ENTRIES SUPPLIED —
***

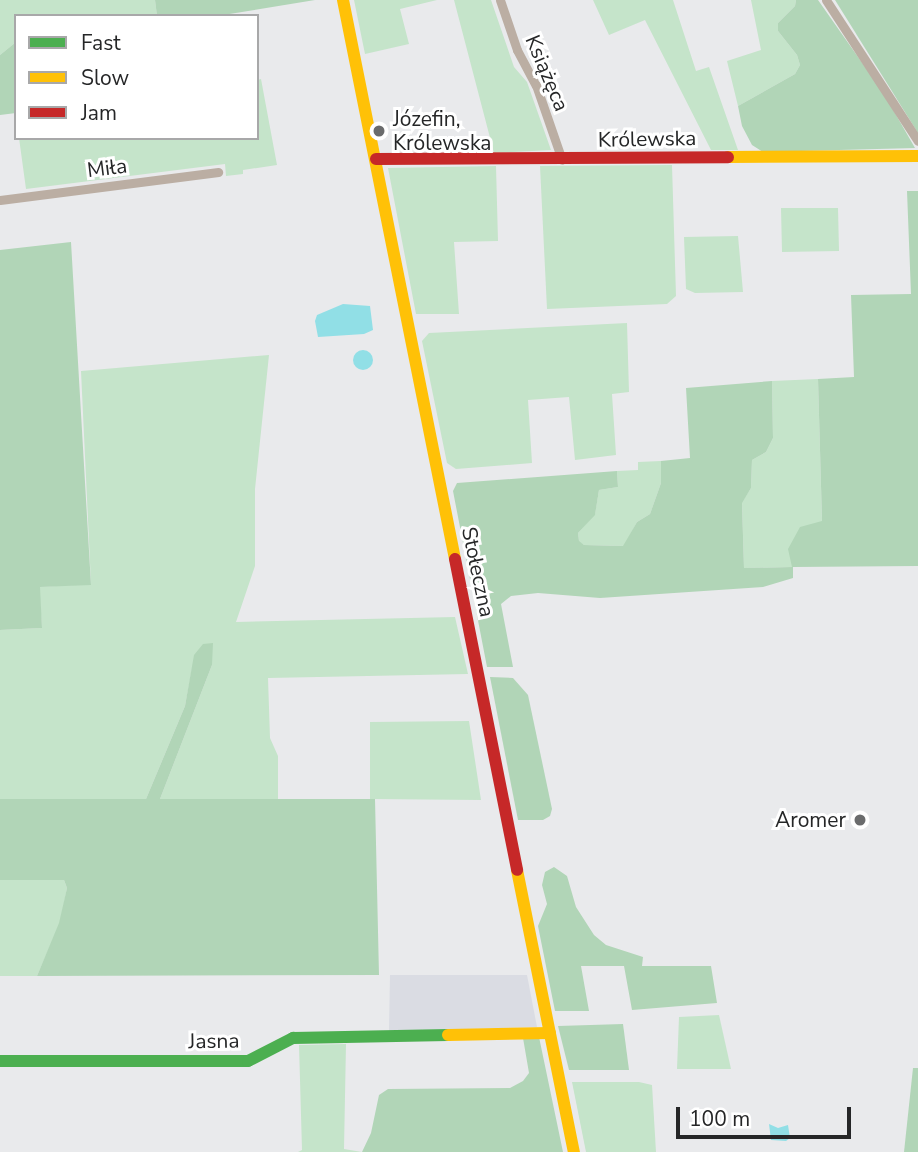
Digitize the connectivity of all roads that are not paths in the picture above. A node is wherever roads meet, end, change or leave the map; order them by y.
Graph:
1 (343, 0) edge
2 (500, 0) edge
3 (826, 0) edge
4 (918, 141) edge
5 (918, 156) edge
6 (376, 159) junction
7 (562, 160) junction
8 (218, 172) dead end
9 (0, 200) edge
10 (550, 1033) junction
11 (0, 1061) edge
12 (574, 1152) edge

1 - 6 street, Stołeczna
2 - 7 street, Książęca
3 - 4 street
5 - 7 street, Królewska
6 - 7 street, Królewska
6 - 10 street, Stołeczna
8 - 9 street, Miła
10 - 11 street, Jasna
10 - 12 street, Stołeczna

***

Only the wording of the records is wanted: copy it all exactly and omit the pictures.

Digitize the connectivity of all roads that are not paths in the picture above. A node is wherever roads meet, end, change or leave the map; order them by y.
Graph:
1 (343, 0) edge
2 (500, 0) edge
3 (826, 0) edge
4 (918, 141) edge
5 (918, 156) edge
6 (376, 159) junction
7 (562, 160) junction
8 (218, 172) dead end
9 (0, 200) edge
10 (550, 1033) junction
11 (0, 1061) edge
12 (574, 1152) edge

1 - 6 street, Stołeczna
2 - 7 street, Książęca
3 - 4 street
5 - 7 street, Królewska
6 - 7 street, Królewska
6 - 10 street, Stołeczna
8 - 9 street, Miła
10 - 11 street, Jasna
10 - 12 street, Stołeczna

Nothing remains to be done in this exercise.